Alphonsus Maria de’ Liguori, 1696-1787

 

Jesus performs his first miracle. He transforms water into wine. Three years later His last miracle will occur on earth when He transforms wine into blood. Both times it happens at a wedding. In Cana He is a guest, during the Last Supper He invites to sit at His table. Now He celebrates the marriage bond of a friend, then He marries His church. He is the Lamb, who holds the wedding and is unified with his bride, when she drinks from the cup that the Lord hands her. He is the New and Eternal Covenant that the Divine Groom wants to enter into with the drinking of His own blood. This is truly the best wine that the Lord saves until the end of His life (cf. Jn 2:10) before He distributes it to His disciples.

Mary is there with Jesus. She expresses her concern for the emergency situation of the bridal couple who run out of wine. She doesn’t need to make a request in order to bring help. In this moment the Mother becomes a bride, the woman who bore Jesus becomes his consort. Jesus names Mary ʽwomanʼ. In this way He gives her the old title of the primordial time of Creation, by that God predicted the enemy of the serpent (cf. Gen 3:15). Even before Jesus reveals Himself as the Messiah and Lord through the miracle of Cana, He reveals who His Mother is. This woman is the new Eve who accompanies the Saviour. Jesus knows that the secure and happy life in Nazareth is definitely over when He does what Mary asks Him without words. He knows that the first sign of the Messiah will lead him along a way that will end up on the Golgotha. There He will call Mary again ʽwomanʼ. He almost wants to delay this moment when He doesn’t say anymore to his mother but to the woman: ʽWoman, why do you involve meʼ ? (Jn 2:4). In this instant Jesus sees the cross, in front of which He shies away as Man exclaiming: ʽMother, why do you involve me with such suffering?ʼ. He doesn’t want to go yet: ʽMy hour has not yet comeʼ (Jn 2:4). However, Jesus transforms water in wine for her. He listens to her because He wants to honour His Mother this way. Christ’s first miracle saves the wedding feast. His last one will save the souls of those who are invited to the marriage supper of the Lamb (cf. Rev 19:9). Mary’s request, that marks the beginning of this so blessed yet so terrible hour, doesn’t solve only the material need of the bridal couple, but heals the spiritual suffering of the sinners. The Mother pushes the Son without words to finally show himself as groom. Those, the lost at the roadside and the corner of houses, should be invited by Him to the wedding feast, that doesn’t have an end. Six enormous water jars are transformed by the Lord into sparkling wine so that the earthly celebration can still last for days. According to the Jewish custom, it should be for seven days. The last bowl will be his body, from which pours the real drink of life that never runs out and donates a heavenly celebration that never ends.

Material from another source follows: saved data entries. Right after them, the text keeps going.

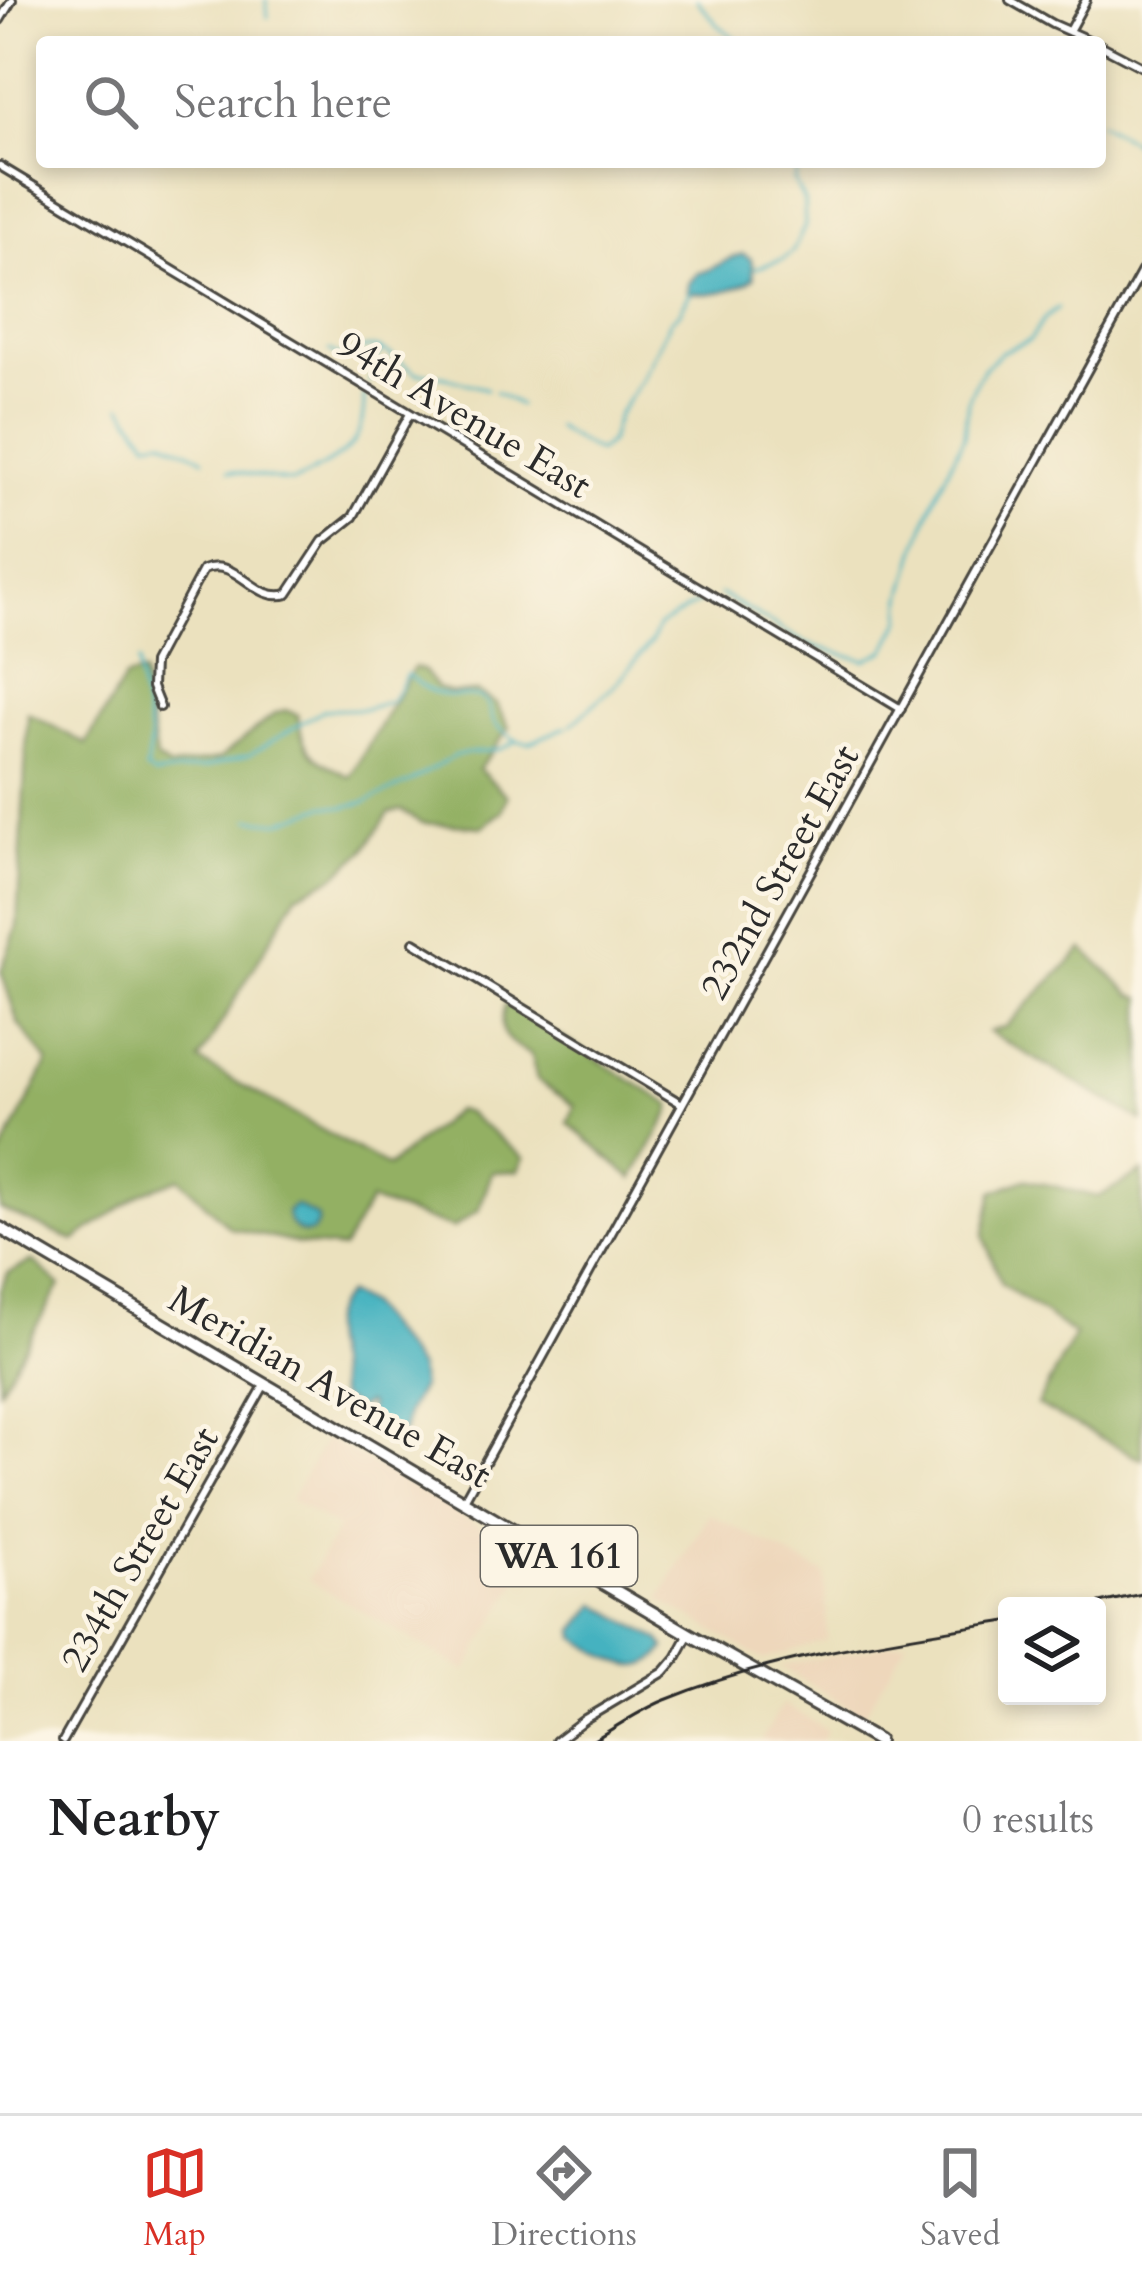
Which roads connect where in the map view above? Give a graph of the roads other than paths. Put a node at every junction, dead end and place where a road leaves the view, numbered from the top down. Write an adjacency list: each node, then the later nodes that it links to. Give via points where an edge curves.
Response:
1 (12, 0): 4 (street)
2 (1010, 0): 5 (street)
3 (1087, 0): 5 (street)
4 (0, 20)
5 (1069, 31): 6 (street)
6 (1080, 36)
7 (1106, 49): 8 (street)
8 (1142, 67)
9 (0, 166): 11 (street, 94th Avenue East)
10 (1142, 271): 13 (street, 232nd Street East)
11 (410, 414): 12 (street, via 353,517 323,541 285,596 271,596 226,568 209,567 195,581 153,663); 13 (street, 94th Avenue East)
12 (160, 707)
13 (901, 709): 15 (street, 232nd Street East)
14 (414, 942): 15 (street)
15 (682, 1104): 18 (street, 232nd Street East)
16 (0, 1228): 17 (main road, Meridian Avenue East / WA 161)
17 (265, 1384): 18 (main road, Meridian Avenue East / WA 161); 20 (street, 234th Street East)
18 (464, 1500): 19 (main road, Meridian Avenue East / WA 161)
19 (689, 1634): 21 (street, via 664,1672); 22 (main road, Meridian Avenue East / WA 161)
20 (62, 1741)
21 (556, 1741)
22 (878, 1741)

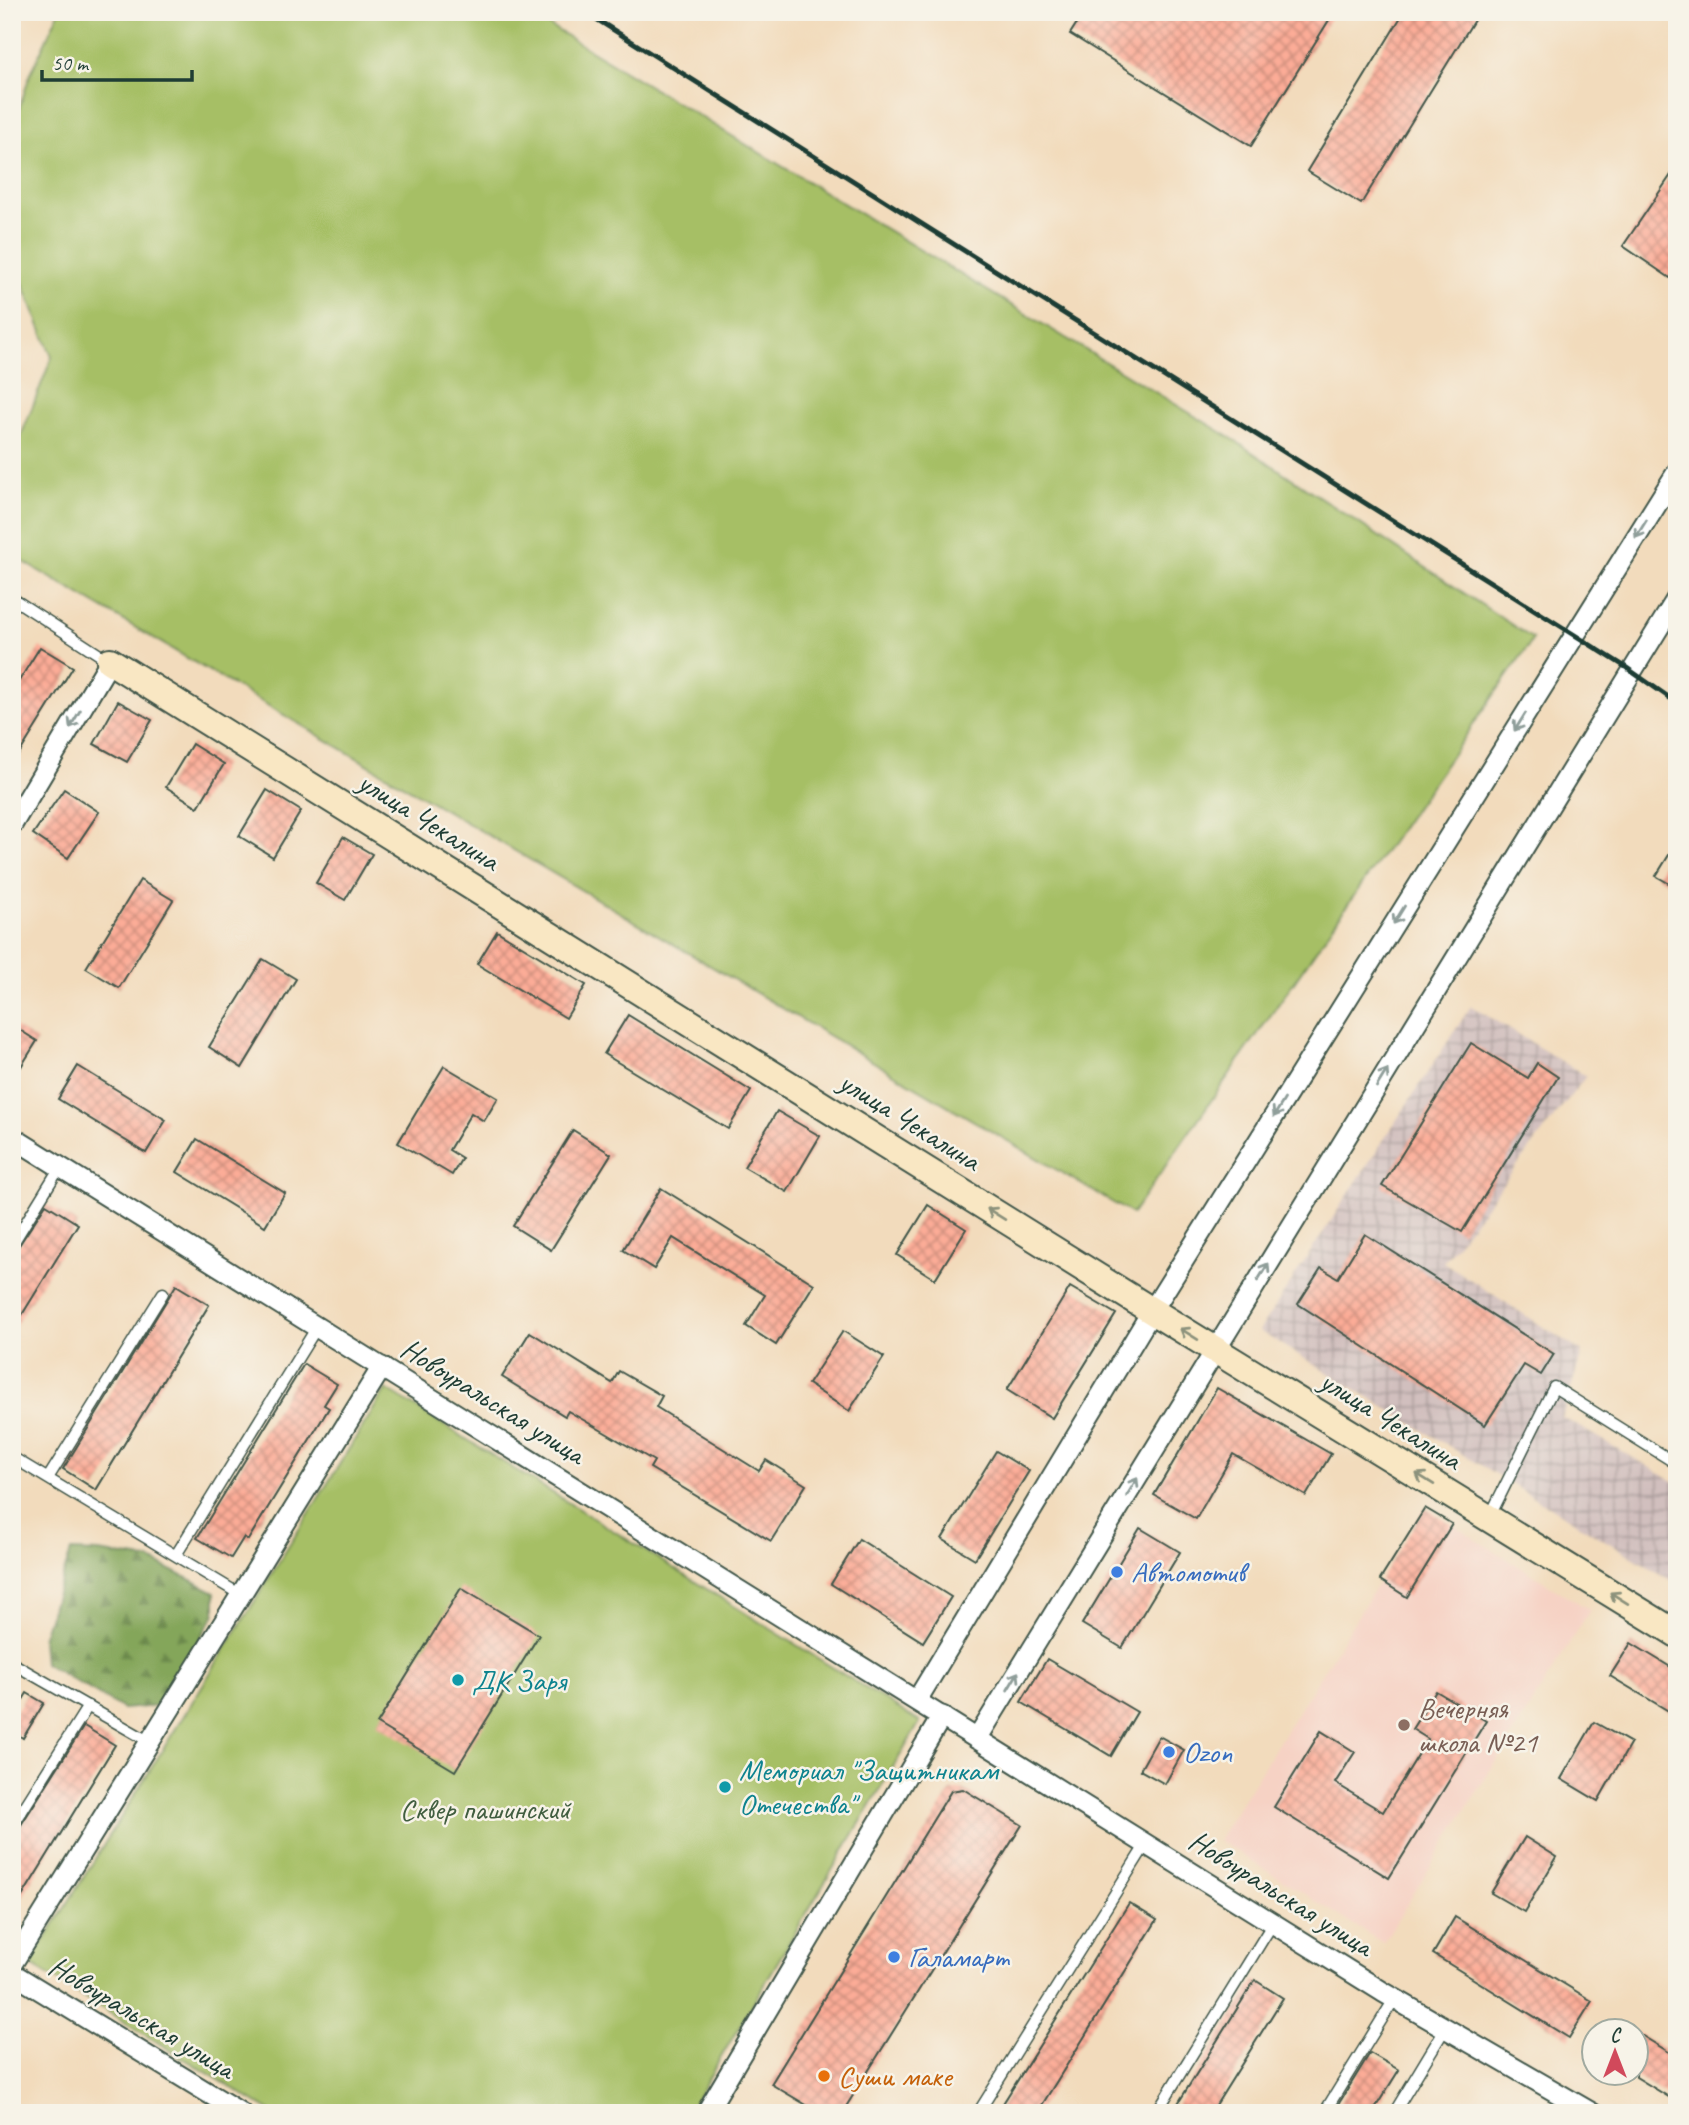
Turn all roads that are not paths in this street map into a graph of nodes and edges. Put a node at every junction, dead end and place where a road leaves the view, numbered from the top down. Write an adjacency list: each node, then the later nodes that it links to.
1 (1677, 472): 10 (street, one-way to 10)
2 (12, 598): 4 (lane)
3 (1677, 598): 12 (street, one-way to 3)
4 (110, 661): 5 (street, one-way to 5); 10 (main road, улица Чекалина, one-way to 4)
5 (12, 825)
6 (12, 1137): 7 (street, Новоуральская улица)
7 (60, 1167): 8 (lane); 11 (street, Новоуральская улица)
8 (12, 1245)
9 (163, 1293): 16 (lane)
10 (1152, 1311): 12 (main road, улица Чекалина, one-way to 10); 22 (street)
11 (317, 1327): 13 (street, Новоуральская улица); 18 (lane)
12 (1215, 1350): 17 (main road, улица Чекалина, one-way to 12); 25 (street, one-way to 12)
13 (382, 1367): 19 (street); 22 (street, Новоуральская улица)
14 (12, 1457): 16 (lane)
15 (1677, 1464): 17 (lane)
16 (48, 1478): 18 (lane)
17 (1489, 1518): 20 (main road, улица Чекалина, one-way to 17)
18 (176, 1555): 19 (lane)
19 (241, 1595): 26 (street)
20 (1677, 1634)
21 (12, 1663): 23 (lane)
22 (917, 1700): 24 (street, Новоуральская улица)
23 (88, 1706): 26 (lane); 27 (lane)
24 (942, 1716): 25 (street, Новоуральская улица); 35 (street)
25 (977, 1739): 28 (street, Новоуральская улица)
26 (150, 1742): 30 (street)
27 (12, 1827)
28 (1146, 1844): 29 (street, Новоуральская улица); 36 (lane)
29 (1273, 1923): 32 (street, Новоуральская улица); 37 (lane)
30 (12, 1964)
31 (12, 1973): 34 (street, Новоуральская улица)
32 (1395, 1998): 33 (street, Новоуральская улица); 38 (lane)
33 (1446, 2026): 39 (lane); 40 (street, Новоуральская улица)
34 (242, 2113)
35 (706, 2113)
36 (978, 2113)
37 (1156, 2113)
38 (1324, 2113)
39 (1395, 2113)
40 (1592, 2113)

          ʽDo whatever He tells youʼ (Jn 2:5). This is the last word that the Sacred Scriptures report of Mary. She says it to prepare Jesus’ first miracle. When His last one happens, He will repeat this word to instruct the apostles to transform again and again wine into His blood: ʽdo thisʼ (Lk 22:19). Mary’s mission goes far beyond the wedding of Cana. He, the one that transforms water into wine and bread into His body, can also transform my life and make it similar to his. Help me, ‘pleading Omnipotence’, in order that I do what He says so that this miracle could happen in me.